Generally speaking, debt only becomes a real problem when a company cannot repay it easily, either by raising capital or with its own cash flow. Ultimately, if the company cannot meet its legal debt repayment obligations, shareholders could walk away with nothing. However, a more common (but still costly) event is when a company has to issue stock at bargain prices, constantly diluting shareholders, just to strengthen its balance sheet. Of course, debt can be an important tool in businesses, especially capital intensive businesses. The first step in examining a company’s debt levels is to consider its cash flow and debt together.
See our latest analysis for China Asia Valley Group
What is the net debt of the China Asia Valley group?
As you can see below, China Asia Valley Group owed HK $ 223.0 million in debt, as of June 2021, which is roughly the same as the year before. You can click on the graph for more details. However, he also had HK $ 5.50 million in cash, so his net debt is HK $ 217.5 million.
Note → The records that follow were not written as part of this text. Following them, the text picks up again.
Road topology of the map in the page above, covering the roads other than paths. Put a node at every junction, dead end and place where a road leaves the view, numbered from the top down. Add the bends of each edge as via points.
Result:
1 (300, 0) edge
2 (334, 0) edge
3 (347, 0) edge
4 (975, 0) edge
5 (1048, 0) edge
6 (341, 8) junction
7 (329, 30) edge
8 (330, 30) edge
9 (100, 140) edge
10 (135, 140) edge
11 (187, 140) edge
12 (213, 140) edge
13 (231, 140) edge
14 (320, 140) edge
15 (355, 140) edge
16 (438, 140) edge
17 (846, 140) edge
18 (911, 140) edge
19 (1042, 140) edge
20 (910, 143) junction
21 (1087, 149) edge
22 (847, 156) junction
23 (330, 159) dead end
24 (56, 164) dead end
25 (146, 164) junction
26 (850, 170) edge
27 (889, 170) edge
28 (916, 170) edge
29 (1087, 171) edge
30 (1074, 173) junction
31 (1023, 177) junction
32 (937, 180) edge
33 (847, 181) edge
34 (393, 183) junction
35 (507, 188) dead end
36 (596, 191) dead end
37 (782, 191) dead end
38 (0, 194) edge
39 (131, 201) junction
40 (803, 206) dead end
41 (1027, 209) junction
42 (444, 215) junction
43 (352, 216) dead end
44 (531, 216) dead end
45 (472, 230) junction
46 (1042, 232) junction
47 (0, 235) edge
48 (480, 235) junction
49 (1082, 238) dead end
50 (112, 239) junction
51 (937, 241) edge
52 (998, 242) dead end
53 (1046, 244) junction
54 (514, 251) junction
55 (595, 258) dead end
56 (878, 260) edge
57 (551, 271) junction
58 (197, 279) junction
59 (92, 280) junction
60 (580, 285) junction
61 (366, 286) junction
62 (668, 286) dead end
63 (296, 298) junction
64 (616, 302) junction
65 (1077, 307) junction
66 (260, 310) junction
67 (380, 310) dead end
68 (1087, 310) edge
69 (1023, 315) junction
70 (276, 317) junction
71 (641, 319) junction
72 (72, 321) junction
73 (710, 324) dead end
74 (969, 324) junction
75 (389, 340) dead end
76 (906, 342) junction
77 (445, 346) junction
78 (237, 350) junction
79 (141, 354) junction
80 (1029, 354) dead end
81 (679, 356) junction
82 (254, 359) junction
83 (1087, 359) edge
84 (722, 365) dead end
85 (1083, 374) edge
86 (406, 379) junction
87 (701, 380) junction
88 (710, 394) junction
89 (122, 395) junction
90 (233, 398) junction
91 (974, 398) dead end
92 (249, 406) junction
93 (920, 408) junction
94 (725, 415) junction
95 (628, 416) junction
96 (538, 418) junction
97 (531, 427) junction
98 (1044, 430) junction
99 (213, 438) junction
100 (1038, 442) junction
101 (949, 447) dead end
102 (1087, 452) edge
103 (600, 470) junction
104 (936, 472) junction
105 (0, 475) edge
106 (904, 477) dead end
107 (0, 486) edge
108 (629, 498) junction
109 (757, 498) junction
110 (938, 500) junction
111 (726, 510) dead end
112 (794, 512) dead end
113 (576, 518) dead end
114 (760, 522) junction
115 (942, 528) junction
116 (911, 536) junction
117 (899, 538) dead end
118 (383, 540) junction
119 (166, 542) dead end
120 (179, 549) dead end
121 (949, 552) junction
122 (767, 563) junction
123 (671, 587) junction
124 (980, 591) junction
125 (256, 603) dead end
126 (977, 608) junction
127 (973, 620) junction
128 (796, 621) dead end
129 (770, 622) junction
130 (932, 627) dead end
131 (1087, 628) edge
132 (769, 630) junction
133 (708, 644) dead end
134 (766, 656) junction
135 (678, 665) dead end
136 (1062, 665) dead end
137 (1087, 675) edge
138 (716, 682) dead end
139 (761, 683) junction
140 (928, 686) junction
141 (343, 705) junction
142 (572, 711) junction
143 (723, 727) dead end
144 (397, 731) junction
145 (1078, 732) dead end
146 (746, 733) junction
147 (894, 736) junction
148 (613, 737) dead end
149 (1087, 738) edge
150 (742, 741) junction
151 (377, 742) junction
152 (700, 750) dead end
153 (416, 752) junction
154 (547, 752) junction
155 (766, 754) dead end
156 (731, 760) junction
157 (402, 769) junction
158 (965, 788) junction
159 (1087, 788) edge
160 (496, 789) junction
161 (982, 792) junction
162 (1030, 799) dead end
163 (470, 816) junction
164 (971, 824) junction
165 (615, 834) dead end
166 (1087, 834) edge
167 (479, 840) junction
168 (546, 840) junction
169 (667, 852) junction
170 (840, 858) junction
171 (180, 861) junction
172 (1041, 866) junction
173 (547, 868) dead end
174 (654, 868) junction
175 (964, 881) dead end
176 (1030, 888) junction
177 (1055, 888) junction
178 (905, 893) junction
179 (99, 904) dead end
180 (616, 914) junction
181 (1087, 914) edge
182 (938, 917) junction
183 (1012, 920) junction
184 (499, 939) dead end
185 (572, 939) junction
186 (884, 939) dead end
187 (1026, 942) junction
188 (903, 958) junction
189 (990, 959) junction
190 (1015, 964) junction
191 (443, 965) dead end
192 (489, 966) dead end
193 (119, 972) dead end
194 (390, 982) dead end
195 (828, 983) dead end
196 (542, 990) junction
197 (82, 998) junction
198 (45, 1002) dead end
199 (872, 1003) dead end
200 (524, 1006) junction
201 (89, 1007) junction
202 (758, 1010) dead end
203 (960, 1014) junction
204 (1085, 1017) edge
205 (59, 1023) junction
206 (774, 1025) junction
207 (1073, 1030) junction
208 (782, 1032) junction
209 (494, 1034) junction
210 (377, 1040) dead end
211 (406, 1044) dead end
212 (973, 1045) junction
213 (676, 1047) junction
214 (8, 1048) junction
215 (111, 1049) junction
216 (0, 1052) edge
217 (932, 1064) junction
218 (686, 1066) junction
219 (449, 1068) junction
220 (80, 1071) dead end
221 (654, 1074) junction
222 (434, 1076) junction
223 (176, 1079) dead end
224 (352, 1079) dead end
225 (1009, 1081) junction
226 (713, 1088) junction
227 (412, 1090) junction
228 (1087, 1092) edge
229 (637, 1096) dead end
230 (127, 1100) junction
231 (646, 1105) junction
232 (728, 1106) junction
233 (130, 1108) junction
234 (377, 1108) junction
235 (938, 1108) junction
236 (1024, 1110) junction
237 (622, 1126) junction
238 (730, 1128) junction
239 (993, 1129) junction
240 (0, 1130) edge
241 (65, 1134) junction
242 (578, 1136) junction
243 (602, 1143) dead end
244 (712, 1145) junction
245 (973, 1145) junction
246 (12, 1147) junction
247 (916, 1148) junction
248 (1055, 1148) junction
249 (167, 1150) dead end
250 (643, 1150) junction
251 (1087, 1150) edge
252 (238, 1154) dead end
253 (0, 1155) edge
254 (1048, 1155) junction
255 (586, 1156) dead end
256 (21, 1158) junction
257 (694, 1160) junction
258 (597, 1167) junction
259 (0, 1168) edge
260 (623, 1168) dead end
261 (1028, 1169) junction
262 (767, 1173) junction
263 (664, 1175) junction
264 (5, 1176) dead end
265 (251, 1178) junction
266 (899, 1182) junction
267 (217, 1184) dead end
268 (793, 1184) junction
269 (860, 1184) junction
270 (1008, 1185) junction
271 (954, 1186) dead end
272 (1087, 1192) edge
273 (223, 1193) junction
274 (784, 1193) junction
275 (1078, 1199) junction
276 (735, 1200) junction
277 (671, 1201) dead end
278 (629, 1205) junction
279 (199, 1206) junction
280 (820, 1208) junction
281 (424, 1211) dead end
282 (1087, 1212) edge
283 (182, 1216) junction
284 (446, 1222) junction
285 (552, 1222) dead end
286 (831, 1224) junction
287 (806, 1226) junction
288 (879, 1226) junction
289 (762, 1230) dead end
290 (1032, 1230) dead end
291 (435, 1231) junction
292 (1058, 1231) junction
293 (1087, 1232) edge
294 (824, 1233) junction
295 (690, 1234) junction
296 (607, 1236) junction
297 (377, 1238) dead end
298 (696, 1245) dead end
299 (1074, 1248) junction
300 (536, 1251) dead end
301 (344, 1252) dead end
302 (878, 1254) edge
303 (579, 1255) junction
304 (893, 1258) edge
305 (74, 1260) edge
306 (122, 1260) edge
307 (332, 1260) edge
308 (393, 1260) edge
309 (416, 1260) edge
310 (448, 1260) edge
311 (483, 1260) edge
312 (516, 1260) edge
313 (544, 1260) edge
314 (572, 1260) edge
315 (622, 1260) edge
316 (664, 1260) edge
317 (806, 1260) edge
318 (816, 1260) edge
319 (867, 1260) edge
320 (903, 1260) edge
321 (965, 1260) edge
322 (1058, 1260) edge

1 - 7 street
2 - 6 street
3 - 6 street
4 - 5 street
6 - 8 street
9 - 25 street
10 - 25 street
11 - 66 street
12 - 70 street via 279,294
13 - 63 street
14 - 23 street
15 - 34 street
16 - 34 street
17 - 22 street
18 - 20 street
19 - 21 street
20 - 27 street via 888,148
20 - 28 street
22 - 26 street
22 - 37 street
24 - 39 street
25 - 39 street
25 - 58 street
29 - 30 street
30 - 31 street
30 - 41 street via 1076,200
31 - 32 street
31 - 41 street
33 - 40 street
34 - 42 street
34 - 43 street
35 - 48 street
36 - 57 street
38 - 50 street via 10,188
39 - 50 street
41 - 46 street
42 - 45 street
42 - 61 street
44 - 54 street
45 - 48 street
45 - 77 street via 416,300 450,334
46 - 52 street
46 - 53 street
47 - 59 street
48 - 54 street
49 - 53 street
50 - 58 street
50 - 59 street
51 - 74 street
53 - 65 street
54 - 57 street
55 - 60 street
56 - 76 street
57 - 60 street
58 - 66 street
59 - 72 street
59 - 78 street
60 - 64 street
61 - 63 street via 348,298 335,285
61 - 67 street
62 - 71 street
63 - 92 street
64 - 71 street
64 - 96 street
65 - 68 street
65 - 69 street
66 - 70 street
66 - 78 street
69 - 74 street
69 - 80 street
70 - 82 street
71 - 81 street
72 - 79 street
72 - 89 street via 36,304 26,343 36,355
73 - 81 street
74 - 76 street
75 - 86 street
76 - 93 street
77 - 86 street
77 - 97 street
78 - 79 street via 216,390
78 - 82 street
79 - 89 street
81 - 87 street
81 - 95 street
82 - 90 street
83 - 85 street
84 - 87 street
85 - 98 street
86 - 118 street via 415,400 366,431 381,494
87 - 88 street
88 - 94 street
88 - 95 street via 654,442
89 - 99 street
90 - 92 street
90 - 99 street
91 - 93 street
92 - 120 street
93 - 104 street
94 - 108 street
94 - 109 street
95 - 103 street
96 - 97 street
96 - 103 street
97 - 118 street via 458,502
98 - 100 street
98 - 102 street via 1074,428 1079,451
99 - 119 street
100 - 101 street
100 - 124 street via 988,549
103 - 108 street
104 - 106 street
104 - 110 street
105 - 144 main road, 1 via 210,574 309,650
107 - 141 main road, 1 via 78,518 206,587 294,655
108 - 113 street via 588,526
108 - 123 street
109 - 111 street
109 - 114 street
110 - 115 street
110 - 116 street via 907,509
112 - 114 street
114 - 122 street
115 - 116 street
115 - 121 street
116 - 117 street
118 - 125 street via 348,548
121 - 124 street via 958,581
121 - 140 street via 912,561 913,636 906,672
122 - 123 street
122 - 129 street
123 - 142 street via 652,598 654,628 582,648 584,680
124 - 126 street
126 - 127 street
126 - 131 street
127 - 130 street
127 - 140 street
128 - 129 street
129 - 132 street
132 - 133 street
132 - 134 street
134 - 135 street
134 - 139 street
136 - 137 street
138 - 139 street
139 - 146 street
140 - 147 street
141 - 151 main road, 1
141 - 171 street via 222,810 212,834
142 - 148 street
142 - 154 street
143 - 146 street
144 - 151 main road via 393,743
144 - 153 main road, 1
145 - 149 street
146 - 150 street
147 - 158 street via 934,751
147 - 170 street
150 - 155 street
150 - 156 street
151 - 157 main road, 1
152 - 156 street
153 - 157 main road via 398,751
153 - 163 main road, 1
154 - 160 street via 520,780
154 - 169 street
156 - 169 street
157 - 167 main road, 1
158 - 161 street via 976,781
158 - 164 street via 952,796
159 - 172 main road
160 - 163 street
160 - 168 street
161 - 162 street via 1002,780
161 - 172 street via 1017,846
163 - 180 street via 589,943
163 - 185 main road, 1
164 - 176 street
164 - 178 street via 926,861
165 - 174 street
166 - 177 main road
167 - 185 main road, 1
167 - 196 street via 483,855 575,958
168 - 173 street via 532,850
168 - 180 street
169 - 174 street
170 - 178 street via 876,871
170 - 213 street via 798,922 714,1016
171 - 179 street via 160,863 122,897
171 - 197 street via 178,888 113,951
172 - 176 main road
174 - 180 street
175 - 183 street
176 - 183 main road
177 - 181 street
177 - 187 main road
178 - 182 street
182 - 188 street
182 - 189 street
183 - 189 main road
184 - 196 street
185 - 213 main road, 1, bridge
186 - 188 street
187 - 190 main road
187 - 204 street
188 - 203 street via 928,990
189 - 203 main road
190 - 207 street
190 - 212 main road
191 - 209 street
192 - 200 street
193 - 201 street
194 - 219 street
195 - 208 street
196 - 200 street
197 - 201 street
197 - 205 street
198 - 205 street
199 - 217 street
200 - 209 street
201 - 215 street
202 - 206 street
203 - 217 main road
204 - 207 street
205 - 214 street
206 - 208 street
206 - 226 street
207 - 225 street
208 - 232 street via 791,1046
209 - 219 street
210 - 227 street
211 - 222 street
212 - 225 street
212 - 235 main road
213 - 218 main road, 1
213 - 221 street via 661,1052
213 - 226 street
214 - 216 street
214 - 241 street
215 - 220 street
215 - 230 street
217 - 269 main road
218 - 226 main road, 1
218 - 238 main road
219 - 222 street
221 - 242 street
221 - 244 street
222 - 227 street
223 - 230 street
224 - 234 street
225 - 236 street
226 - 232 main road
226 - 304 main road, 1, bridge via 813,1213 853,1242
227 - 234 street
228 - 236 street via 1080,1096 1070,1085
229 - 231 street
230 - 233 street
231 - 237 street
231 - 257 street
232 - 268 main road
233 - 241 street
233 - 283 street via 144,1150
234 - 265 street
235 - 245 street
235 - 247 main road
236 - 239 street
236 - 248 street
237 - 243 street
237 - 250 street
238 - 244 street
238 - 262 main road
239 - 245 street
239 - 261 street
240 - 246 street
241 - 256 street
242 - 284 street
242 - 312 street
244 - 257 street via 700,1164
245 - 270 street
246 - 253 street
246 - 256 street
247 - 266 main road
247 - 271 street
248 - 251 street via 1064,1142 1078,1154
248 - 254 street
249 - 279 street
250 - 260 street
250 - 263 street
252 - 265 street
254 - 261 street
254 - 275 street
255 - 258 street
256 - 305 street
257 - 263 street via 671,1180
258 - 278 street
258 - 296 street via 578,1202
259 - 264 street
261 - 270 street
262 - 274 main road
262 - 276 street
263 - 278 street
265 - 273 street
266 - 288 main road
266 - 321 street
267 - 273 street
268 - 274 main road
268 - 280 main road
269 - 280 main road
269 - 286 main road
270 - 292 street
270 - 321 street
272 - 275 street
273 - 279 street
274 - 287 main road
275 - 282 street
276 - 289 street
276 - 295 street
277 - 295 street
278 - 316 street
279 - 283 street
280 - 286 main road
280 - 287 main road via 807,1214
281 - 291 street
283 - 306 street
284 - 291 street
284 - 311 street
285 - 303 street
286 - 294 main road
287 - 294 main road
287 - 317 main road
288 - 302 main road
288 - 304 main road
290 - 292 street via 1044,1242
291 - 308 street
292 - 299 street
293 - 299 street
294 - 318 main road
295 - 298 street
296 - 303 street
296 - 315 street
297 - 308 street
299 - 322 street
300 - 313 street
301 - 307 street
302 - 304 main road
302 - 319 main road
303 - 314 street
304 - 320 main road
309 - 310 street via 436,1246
How healthy is the China Asia Valley group’s balance sheet?
The latest balance sheet data shows that China Asia Valley Group had debts of HK $ 246.5 million due within one year, and debts of HK $ 732.0,000 due thereafter. In return, he had HK $ 5.50 million in cash and HK $ 5.15 million in receivables due within 12 months. Its liabilities therefore total HK $ 236.6 million more than the combination of its cash and short-term receivables.
This shortfall is sizable compared to its market capitalization of HK $ 281.9 million, so he suggests shareholders keep an eye on China Asia Valley Group’s use of debt. If its lenders asked it to consolidate the balance sheet, shareholders would likely face serious dilution. The balance sheet is clearly the area you need to focus on when analyzing debt. But you can’t look at debt in isolation; since China Asia Valley Group will need profits to repay this debt. So if you want to know more about its profits, it might be worth checking out this long term profit trend chart.
Last year, China Asia Valley Group was not profitable on EBIT level, but managed to increase its turnover by 101%, to HK $ 28 million. Its fairly obvious shareholders are therefore hoping for more growth!
Even though China Asia Valley Group has managed to grow its revenue quite adroitly, the hard truth is that it is losing money on the EBIT line. Indeed, it lost 1.7 million Hong Kong dollars in EBIT. When we look at this and recall the liabilities on its balance sheet, versus the cash flow, it seems unwise to us that the company has debt. We therefore believe that its record is a bit strained, but not irreparable. For example, we wouldn’t want to see a repeat of last year’s HK $ 16 million loss. So, to be frank, we think it’s risky. There is no doubt that we learn the most about debt from the balance sheet. But at the end of the day, every business can contain risks that exist off the balance sheet. For example – China Asia Valley Group has 2 warning signs we think you should be aware.
At the end of the day, it’s often best to focus on businesses that don’t have net debt. You can access our special list of these companies (all with a history of profit growth). It’s free.